Nucleotide metabolism reprogramming in obesity-associated cardiovascular inflammation: a new perspective

Obesity drives cardiovascular disease primarily through chronic meta-inflammation, yet the precise molecular convergence linking nutrient excess to sustained NLRP3 inflammasome activation in macrophages has remained unclear. Obesity induces inhibitory phosphorylation of SAMHD1, resulting in cytosolic dNTP accumulation, mitochondrial import through SLC25 transporters, uncontrolled mtDNA synthesis and oxidation, and consequent NLRP3 hyperactivation.
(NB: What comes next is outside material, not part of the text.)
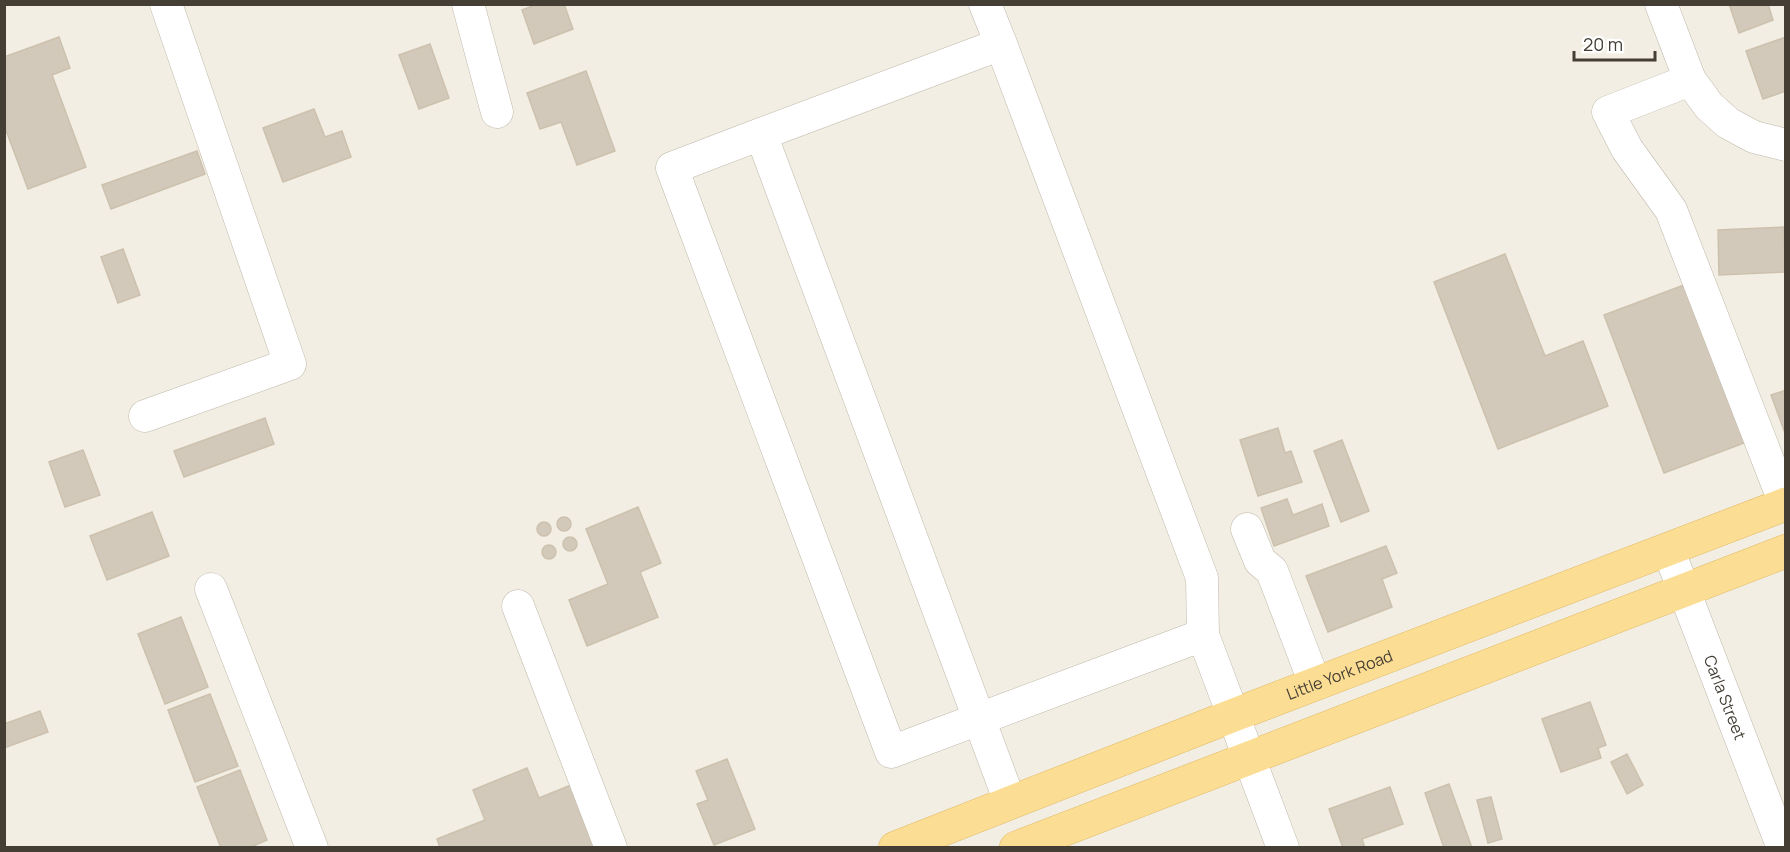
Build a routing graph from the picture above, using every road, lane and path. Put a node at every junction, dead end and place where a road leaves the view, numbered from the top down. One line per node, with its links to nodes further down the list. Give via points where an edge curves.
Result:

This SAMHD1-dNTP-mtDNA-NLRP3 axis is supported by emerging evidence as a potential upstream checkpoint that may set macrophage inflammatory tone and may contribute to three major manifestations of obesity-associated cardiovascular pathology: accelerated atherosclerosis, diastolic dysfunction in obesity cardiomyopathy, and exaggerated ischemia-reperfusion injury. Integration of human macrophage data, atherosclerotic plaque biology, and mitochondrial transport mechanisms reveals actionable therapeutic nodes at selective SLC25 inhibition, SAMHD1-preserving kinase modulation, and mitochondria-targeted antioxidants that act at the metabolic initiation phase rather than downstream effector cascades. Nucleotide metabolism reprogramming thereby provides a plausible framework that may help address a long-standing mechanistic gap in immunometabolism and opens a new class of precision interventions that could address the root cause of obesity-driven cardiovascular risk.